Regensburg Walhallabockerl

Samstag, 24. Oktober 2009

Die Walhallabahn-Lokomotive 99 253, das so genannte „Walhallabockerl“ tat von 1908 bis 1960 ihren Dienst. 1962 wurde das Bockerl im Regensburger Bahnbetriebswerk „wie fabrikneu in frischem Glanz“ renoviert und als Lokomotivdenkmal am Hauptbahnhof aufgestellt. Seit der letzten Renovierung für die Neuaufstellung in Stadtamhof 1976 hatte sich der Rost langsam in die Tiefe gefressen, fast aber noch schlimmer war der Vandalismus, dem immer mehr Bauteile der Lok zum Opfer fielen.

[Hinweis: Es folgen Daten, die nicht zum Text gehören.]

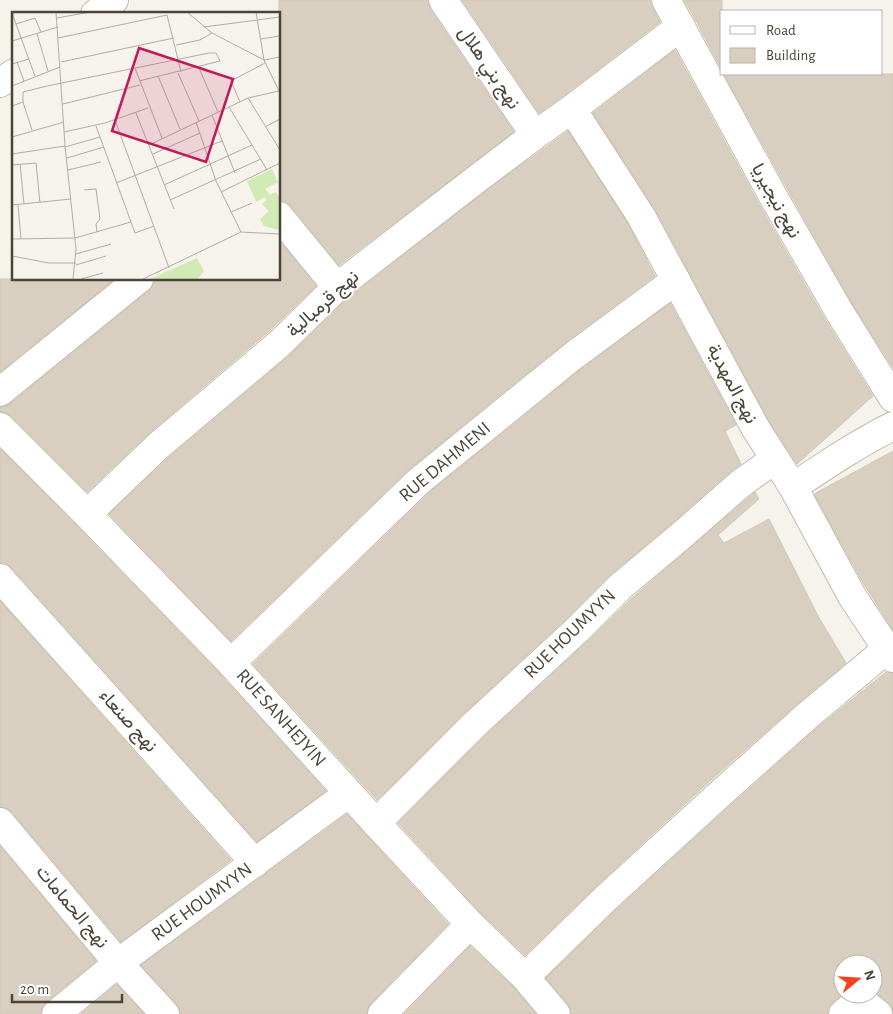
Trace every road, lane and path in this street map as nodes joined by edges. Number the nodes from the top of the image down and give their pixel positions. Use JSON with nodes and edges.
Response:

Nach Beratungen mit den Fachbehörden der Denkmalpflege, den Museen der Stadt und des Verkehrmuseums der Deutschen Bundesbahn in Nürnberg konnten die Restaurierungsarbeiten 2008 beginnen. Zielsetzung war nicht die Renovierung der Lokomotive auf einen fabrikneuen Zustand, sondern man strebte ein Ziel an, das sich mit dem Begriff des „gepflegten Gebrauchszustands“ gut umschreiben lässt. Mit der Rückführung und Wiederaufstellung des Bockerls am 23.10.2009 waren die Restaurierungs- und Konservierungsarbeiten abgeschlossen.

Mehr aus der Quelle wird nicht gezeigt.